Kennie Pontoppidan hosts this month’s T-SQL Tuesday and asks us to write about “the daily (database-related) WTF”. I will admit that occasionally I submit to Schadenfreude. And when I get stuck cleaning up someone else’s mess, my hindsight is 20/20. I can point out all the problems they were too “ignorant” or too “lazy” to fix. And then I remember that “they” was “me”.
And I don’t just mean the proverbial “me” in that we’ve all been there. I mean my actual code. I’ve heard that if you don’t look on code you wrote 6 months ago and wince, you’re not growing as a developer. But just as often, after the initial “why!?” finishes painfully echoing in my brain, I will remember the context– the trade-offs, the constraints, the deadlines. Sometimes, I’ll plan out all of the improvements I’m going to make only to realize how they won’t work and that the code is written that way for a reason. (And of course that’s when I write the comments I should have written the first time.)

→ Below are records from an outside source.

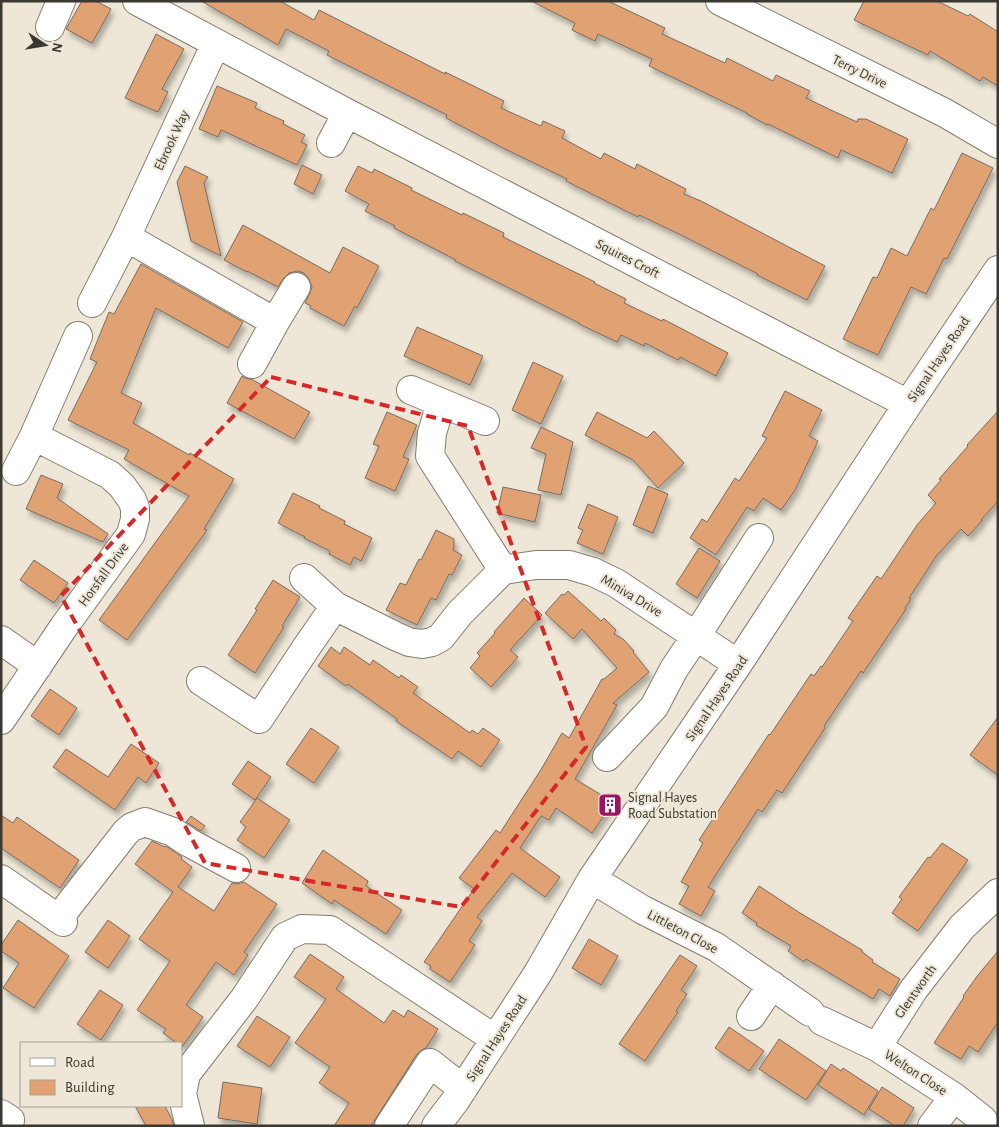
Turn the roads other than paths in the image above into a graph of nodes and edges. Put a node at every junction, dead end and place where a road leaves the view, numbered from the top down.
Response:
1 (61, 1) edge
2 (137, 1) edge
3 (720, 1) edge
4 (50, 27) dead end
5 (216, 44) junction
6 (347, 113) junction
7 (331, 143) dead end
8 (998, 144) edge
9 (126, 237) junction
10 (998, 270) edge
11 (296, 287) dead end
12 (92, 303) dead end
13 (274, 322) junction
14 (78, 336) dead end
15 (252, 364) dead end
16 (411, 390) dead end
17 (441, 403) junction
18 (908, 404) junction
19 (485, 421) dead end
20 (34, 436) junction
21 (16, 471) dead end
22 (759, 538) dead end
23 (503, 570) junction
24 (304, 578) dead end
25 (335, 606) junction
26 (696, 636) junction
27 (1, 640) edge
28 (738, 664) junction
29 (38, 666) junction
30 (201, 681) dead end
31 (1, 720) edge
32 (607, 756) dead end
33 (236, 868) dead end
34 (1, 879) edge
35 (592, 879) junction
36 (998, 893) edge
37 (772, 985) junction
38 (751, 1016) dead end
39 (495, 1039) junction
40 (877, 1047) junction
41 (183, 1081) edge
42 (463, 1089) junction
43 (954, 1097) junction
44 (1, 1114) edge
45 (983, 1120) dead end
46 (9, 1126) edge
47 (190, 1126) edge
48 (388, 1126) edge
49 (436, 1126) edge
50 (932, 1126) edge

1 - 4 street
2 - 5 street, Squires Croft
3 - 8 street, Terry Drive
5 - 6 street, Squires Croft
5 - 9 street, Ebrook Way
6 - 7 street
6 - 18 street, Squires Croft
9 - 12 street, Ebrook Way
9 - 13 street
10 - 18 street, Signal Hayes Road
11 - 13 street
13 - 15 street
14 - 20 street
16 - 17 street
17 - 19 street
17 - 23 street
18 - 28 street, Signal Hayes Road
20 - 21 street
20 - 29 street, Horsfall Drive
22 - 26 street
23 - 25 street
23 - 26 street, Miniva Drive
24 - 25 street
25 - 30 street
26 - 28 street, Miniva Drive
26 - 32 street
27 - 29 street
28 - 35 street, Signal Hayes Road
29 - 31 street, Horsfall Drive
33 - 34 street
35 - 37 street, Littleton Close
35 - 39 street, Signal Hayes Road
36 - 40 street, Glentworth
37 - 38 street
37 - 40 street, Littleton Close
39 - 41 street
39 - 42 street, Signal Hayes Road
40 - 43 street, Welton Close
41 - 47 street
42 - 48 street
42 - 49 street, Signal Hayes Road
43 - 45 street, Welton Close
43 - 50 street, Welton Close
44 - 46 street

Years ago when I read The Daily WTF more frequently, it gave me a sinking feeling, especially the comments. I know, don’t read the comments, but that’s often the only chance for learning. See, the article format typically leaves the interpretation of the problem up to the reader. Instead of a vehicle for professional growth, where a problem is presented with a memorable story for impact and a solution for the readers to take with them on their travels, it usually presumes that everyone knows what’s gone wrong and is nodding along. Then the comments pile it on. There’s rarely any teaching. Instead, it’s pointing and laughing or highlighting even bigger problems (the “real” WTF). When folks do propose alternatives, they’re torn apart in a game of one-upsmanship.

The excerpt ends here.